SİYASETTE, BAŞARISIZLIĞIN MAZERETİ YOKTUR!
Halk, önceki yönetimden devralınan borçlardan sebep, mevcut yönetimin yetersizliklerini asla makul ve mazur görmez! Seçilen yönetici, kaynak yaratabilme kabiliyetine sahip olmayanlar, gidip evlerinde oturmalı, milletin önüne çıkıp da, “sorun çözücü” rolüne soyunmamalıdır! Yakın geçmişimizde, “muhalefet belediyesi” olarak, Eskişehir’de Yılmaz Büyükerşen gibi muhteşem bir örnek var! Büyükerşen hoca, tüm görev süresi boyunca merkezi idarenin engellemelerine rağmen, Anadolu tabiri ile “yorgun domuzun bile durup eğlenmeyeceği” bir şehri, 20 yıl içinde, Türkiye’nin en önemli “iç turizm rotası” ve hatta merkezi konumuna getirmiştir. Hangi paralarla ve hangi kaynaklarla? Her bakımdan yoksun bulunan bir şehirden, sadece “Atatürk gibi düşünerek”, bugünün muhteşem Eskişehir’ini yaratmıştır. İşte, Balıkesir de, Ahmet Akın ve ekibinden, önceki dönemin borçları, merkezi idarenin tasarruf tedbirleri vb. gibi mazeretleri anlatmasını değil, Yılmaz Büyükerşen’in, Atatürk gibi düşünerek ortaya koyduğu başarıyı bekliyor.

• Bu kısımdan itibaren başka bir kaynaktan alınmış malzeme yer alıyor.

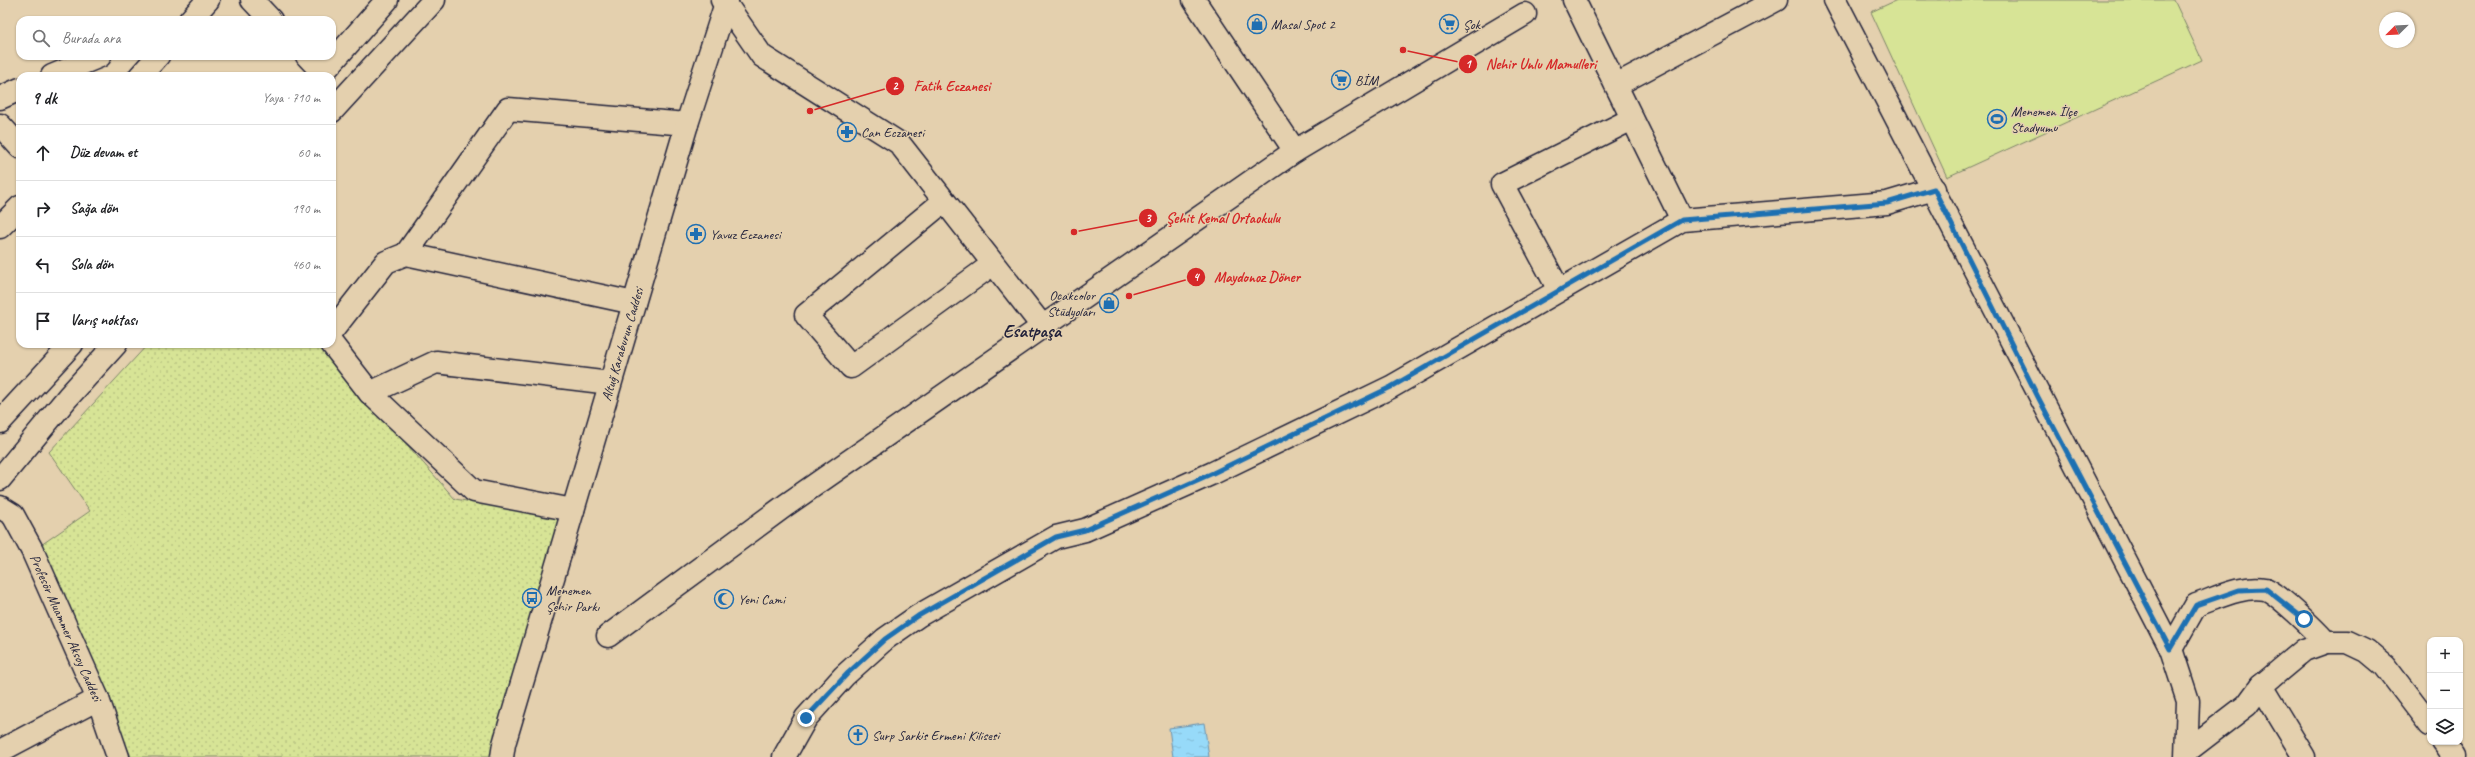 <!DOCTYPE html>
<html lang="tr">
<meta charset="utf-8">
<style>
:root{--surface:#fff;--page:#f2f2f2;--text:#202124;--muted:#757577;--line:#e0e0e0}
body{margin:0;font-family:Caveat,sans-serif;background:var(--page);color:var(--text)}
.controls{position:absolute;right:12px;bottom:12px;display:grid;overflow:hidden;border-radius:8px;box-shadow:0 1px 3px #0004}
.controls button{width:36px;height:36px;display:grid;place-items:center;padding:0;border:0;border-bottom:1px solid var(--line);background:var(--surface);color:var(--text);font:20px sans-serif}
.compass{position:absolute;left:2379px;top:12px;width:36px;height:36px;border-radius:50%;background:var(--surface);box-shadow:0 1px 3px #0004;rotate:246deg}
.stop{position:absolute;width:12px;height:12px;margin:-9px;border:3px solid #1f6fb2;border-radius:50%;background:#fff}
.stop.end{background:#1f6fb2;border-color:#fff;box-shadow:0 1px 4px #0008}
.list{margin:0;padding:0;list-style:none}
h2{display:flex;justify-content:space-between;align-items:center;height:52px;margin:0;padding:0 16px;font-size:17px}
h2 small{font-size:13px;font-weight:400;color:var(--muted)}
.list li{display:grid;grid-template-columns:26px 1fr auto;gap:12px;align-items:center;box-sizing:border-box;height:56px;padding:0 16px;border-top:1px solid var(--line)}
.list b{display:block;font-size:15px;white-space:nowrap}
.list em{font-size:13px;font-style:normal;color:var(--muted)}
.icon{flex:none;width:22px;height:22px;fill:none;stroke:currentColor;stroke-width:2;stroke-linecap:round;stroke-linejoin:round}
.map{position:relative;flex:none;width:2475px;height:757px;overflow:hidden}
.search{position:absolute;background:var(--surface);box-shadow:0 1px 3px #0004;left:16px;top:16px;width:320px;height:44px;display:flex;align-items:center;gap:10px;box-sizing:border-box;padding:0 14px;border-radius:12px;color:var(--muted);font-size:15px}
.panel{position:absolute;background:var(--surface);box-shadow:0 1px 3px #0004;left:16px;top:72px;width:320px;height:276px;border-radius:12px}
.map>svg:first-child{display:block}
</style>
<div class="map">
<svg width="2475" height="757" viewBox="0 0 2475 757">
<defs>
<pattern id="grass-dots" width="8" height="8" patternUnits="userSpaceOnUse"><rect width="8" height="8" fill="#d7e496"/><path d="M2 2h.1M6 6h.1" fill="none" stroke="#b8c382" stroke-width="1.8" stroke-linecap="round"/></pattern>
<pattern id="water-ripples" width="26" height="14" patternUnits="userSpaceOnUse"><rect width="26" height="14" fill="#97daf9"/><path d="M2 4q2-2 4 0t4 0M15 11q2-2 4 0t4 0" fill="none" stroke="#82bbd6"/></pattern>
</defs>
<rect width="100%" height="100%" fill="#e4d0ae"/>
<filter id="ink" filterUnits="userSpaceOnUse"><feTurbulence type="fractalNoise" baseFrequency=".025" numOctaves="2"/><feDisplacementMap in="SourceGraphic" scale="8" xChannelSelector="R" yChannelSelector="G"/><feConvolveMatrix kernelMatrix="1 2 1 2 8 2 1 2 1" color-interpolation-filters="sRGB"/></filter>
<g filter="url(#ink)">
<path fill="url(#grass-dots)" stroke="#7c8368" d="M148 344H318L455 499 561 518 493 757H131L41 545 90 511 49 452Z"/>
<path fill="#d7e496" stroke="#7c8368" d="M1897 0H2174L2202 60 1947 177 1871 12Z"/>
<path fill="url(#water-ripples)" stroke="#6890ad" d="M1204 723 1209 757H1173L1169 728Z"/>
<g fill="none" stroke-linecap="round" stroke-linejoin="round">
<g stroke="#22223b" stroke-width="25">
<g id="minor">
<path d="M252 0 271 20"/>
<path d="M1194 0 1295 151"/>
<path d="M1574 0 1682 220"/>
<path d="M1835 0 2171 649 2188 701 2186 757"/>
<path d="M726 4 762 56 899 143 1043 327"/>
<path d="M190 20 208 0"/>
<path d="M307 56 323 73"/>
<path d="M52 76 100 56"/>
<path d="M140 76 158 56"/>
<path d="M1616 85 1776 0"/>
<path d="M0 98 20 89"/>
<path d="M0 125 20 147"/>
<path d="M944 201 806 315 851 367 993 264"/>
<path d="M0 227 20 207"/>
<path d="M406 254 508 109 687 124"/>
<path d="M1559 290 1502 184 1632 119"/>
<path d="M332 331 386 262 406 254 634 303"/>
<path d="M332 344 370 393 474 491 573 510"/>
<path d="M370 393 436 362 610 383"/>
<path id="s1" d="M0 507 13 515 32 550 98 699 118 757"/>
<path d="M608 636 786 505 1295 151 1525 14"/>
<path d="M2171 649 2196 605C2217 598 2242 585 2265 589 2277 592 2317 632 2326 642"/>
<path d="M2261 686 2304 757"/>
<path d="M2443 742 2454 757"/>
<path d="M0 751 98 699"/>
<path d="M2187 751 2247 705 2261 686 2304 650 2326 642H2348L2367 651 2385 666 2430 725"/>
<path id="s2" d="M502 757 504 744 687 124 727 0"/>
<path d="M784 757 806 718 844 676 885 639 918 616 1056 537 1085 530 1213 473 1391 387 1682 220 1887 203 1934 189"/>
</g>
</g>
<g stroke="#22223b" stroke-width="25">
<path id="highway" d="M722 0 726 4
M320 76 387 0
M332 111 434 0
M0 422 72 344
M0 479 68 397 116 344"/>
</g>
<use href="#minor" stroke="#e4d0ae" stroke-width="22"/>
<use href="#highway" stroke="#e4d0ae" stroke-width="22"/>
</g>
</g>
<g fill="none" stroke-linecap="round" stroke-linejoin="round" filter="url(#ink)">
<path stroke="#1f6fb2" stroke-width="5" d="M806 718 848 673 885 639 918 616 1056 537 1085 530 1213 473 1391 387 1682 220 1887 203 1934 189 2038 397 2170 649 2196 605 2239 590 2266 589 2304 619"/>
</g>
<defs>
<g id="shop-ring" transform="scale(1)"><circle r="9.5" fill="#e4d0ae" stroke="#1f6fb2" stroke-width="1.5"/><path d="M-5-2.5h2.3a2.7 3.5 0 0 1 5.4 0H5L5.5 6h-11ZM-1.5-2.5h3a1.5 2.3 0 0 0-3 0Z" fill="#1f6fb2"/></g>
<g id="supermarket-ring" transform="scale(1)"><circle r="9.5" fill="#e4d0ae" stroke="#1f6fb2" stroke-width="1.5"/><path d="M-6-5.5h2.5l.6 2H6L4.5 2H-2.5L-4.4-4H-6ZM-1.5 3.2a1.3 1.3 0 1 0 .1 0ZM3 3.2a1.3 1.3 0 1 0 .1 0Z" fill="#1f6fb2"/></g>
<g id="stadium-ring" transform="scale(1)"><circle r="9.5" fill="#e4d0ae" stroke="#1f6fb2" stroke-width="1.5"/><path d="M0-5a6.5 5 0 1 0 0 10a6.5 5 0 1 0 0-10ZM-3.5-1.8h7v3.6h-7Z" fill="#1f6fb2"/></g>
<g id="pharmacy-ring" transform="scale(1)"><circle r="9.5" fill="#e4d0ae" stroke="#1f6fb2" stroke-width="1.5"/><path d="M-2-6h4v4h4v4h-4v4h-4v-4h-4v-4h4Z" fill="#1f6fb2"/></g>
<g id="bus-ring" transform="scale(1)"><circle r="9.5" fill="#e4d0ae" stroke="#1f6fb2" stroke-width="1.5"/><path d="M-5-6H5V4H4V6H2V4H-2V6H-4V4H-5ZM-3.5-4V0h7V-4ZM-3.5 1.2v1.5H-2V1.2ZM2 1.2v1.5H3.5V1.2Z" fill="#1f6fb2"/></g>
<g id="mosque-ring" transform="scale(1)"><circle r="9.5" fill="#e4d0ae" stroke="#1f6fb2" stroke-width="1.5"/><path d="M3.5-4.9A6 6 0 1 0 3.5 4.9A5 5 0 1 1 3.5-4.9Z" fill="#1f6fb2"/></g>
<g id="church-ring" transform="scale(1)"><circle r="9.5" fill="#e4d0ae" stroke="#1f6fb2" stroke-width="1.5"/><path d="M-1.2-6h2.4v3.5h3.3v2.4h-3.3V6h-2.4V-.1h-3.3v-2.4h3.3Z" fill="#1f6fb2"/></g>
</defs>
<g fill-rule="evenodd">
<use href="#shop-ring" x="1257" y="24"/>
<use href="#supermarket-ring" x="1449" y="24"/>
<use href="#supermarket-ring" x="1341" y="80"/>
<use href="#stadium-ring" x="1997" y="119"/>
<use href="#pharmacy-ring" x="847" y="132"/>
<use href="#pharmacy-ring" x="696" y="234"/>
<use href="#shop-ring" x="1109" y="303"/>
<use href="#bus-ring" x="532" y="598"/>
<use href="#mosque-ring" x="724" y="599"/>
<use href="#church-ring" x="858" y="735"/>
</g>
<g text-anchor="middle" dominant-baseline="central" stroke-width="3" stroke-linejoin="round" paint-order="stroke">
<g font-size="14" fill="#22223b" stroke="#e4d0ae" text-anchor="start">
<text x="1271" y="24">Masal Spot 2</text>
<text x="1463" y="24">Şok</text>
<text x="1355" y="80">BİM</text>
<text x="2011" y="111">Menemen İlçe<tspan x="2011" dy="16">Stadyumu</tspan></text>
<text x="861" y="132">Can Eczanesi</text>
<text x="710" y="234">Yavuz Eczanesi</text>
<text x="1095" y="295" text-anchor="end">Ocakcolor<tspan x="1095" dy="16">Stüdyoları</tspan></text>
<text x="546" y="590">Menemen<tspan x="546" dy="16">Şehir Parkı</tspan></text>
<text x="738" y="599">Yeni Cami</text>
<text x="872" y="735">Surp Sarkis Ermeni Kilisesi</text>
</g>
<g font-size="14" fill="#22223b" stroke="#e4d0ae">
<text stroke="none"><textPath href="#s2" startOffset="430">Altuğ Karaburun Caddesi</textPath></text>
<text stroke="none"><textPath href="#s1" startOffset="140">Profesör Muammer Aksoy Caddesi</textPath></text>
</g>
<g font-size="18" font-weight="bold" fill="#22223b" stroke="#e4d0ae">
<text x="1032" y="331">Esatpaşa</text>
</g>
</g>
<path fill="none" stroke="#d62828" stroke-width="1.5" d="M1403 50L1468 64M810 111L895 86M1074 232L1148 218M1129 296L1196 277"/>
<g fill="#d62828" stroke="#e4d0ae" stroke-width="1.5">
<circle cx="1403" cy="50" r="4"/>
<circle cx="810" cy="111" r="4"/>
<circle cx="1074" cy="232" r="4"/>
<circle cx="1129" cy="296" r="4"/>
<circle cx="1468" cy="64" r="10"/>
<circle cx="895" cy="86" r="10"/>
<circle cx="1148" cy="218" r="10"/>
<circle cx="1196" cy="277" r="10"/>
</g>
<g font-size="12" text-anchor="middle" font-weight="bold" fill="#fff">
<text x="1468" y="68">1</text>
<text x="895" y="90">2</text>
<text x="1148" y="222">3</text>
<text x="1196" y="281">4</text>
</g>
<g font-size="15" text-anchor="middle" font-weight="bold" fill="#d62828" stroke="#e4d0ae" stroke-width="3" stroke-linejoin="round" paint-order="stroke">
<text x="1541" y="69">Nehir Unlu Mamulleri</text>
<text x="952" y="91">Fatih Eczanesi</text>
<text x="1223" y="223">Şehit Kemal Ortaokulu</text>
<text x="1257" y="282">Maydonoz Döner</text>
</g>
</svg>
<div class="controls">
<button>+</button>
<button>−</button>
<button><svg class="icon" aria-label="layers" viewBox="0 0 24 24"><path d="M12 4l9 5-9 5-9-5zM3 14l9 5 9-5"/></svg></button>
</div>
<svg class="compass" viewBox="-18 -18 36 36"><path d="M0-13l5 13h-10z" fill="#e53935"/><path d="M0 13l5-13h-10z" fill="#757577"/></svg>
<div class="stop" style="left:2304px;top:619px"></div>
<div class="stop end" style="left:806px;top:718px"></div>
<div class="search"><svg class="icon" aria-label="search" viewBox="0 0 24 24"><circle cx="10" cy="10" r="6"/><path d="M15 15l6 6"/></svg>Burada ara</div>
<section class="panel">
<h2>9 dk<small>Yaya · 710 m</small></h2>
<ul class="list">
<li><svg class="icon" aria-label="ahead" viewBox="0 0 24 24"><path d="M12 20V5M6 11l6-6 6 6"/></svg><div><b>Düz devam et</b></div><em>60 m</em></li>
<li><svg class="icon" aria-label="right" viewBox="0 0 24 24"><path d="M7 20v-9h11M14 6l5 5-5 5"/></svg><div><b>Sağa dön</b></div><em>190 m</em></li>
<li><svg class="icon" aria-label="left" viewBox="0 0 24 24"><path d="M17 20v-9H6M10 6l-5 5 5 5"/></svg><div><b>Sola dön</b></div><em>460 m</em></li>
<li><svg class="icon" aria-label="arrive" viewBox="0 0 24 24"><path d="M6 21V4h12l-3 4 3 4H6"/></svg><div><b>Varış noktası</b></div></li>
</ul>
</section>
</div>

Siyasette, başarısızlığın mazereti yoktur! Para yoksa bulacaksınız, kaynak yoksa yaratacaksınız, imkan yoksa ortaya çıkaracaksınız; bunun başka hiçbir yolu yok. Ama, bu işler, seçim döneminde üç-beş destekleri oldu diye, belediyelerden ona-buna kaynak aktarma esaslı tercihlerle olmaz! Önce, gerçek bir “niyet”, sonra da bu niyete uygun kararlar tercihler ve uygulamalarla başarı mümkün olabilir. Yoksa, sen-ben bizim oğlan muhabbetleri ile mazeret üreterek, sadece Balıkesir’e zaman kaybettirilir… Birkaç istisna haricinde, şu ana kadar teşekkül ettirilmiş olan yönetim kadroları ile “Ahmet Akın dönemi”nden, umutlu olmak ve kayda değer bir başarı beklemek, maalesef pek mümkün görünmüyor!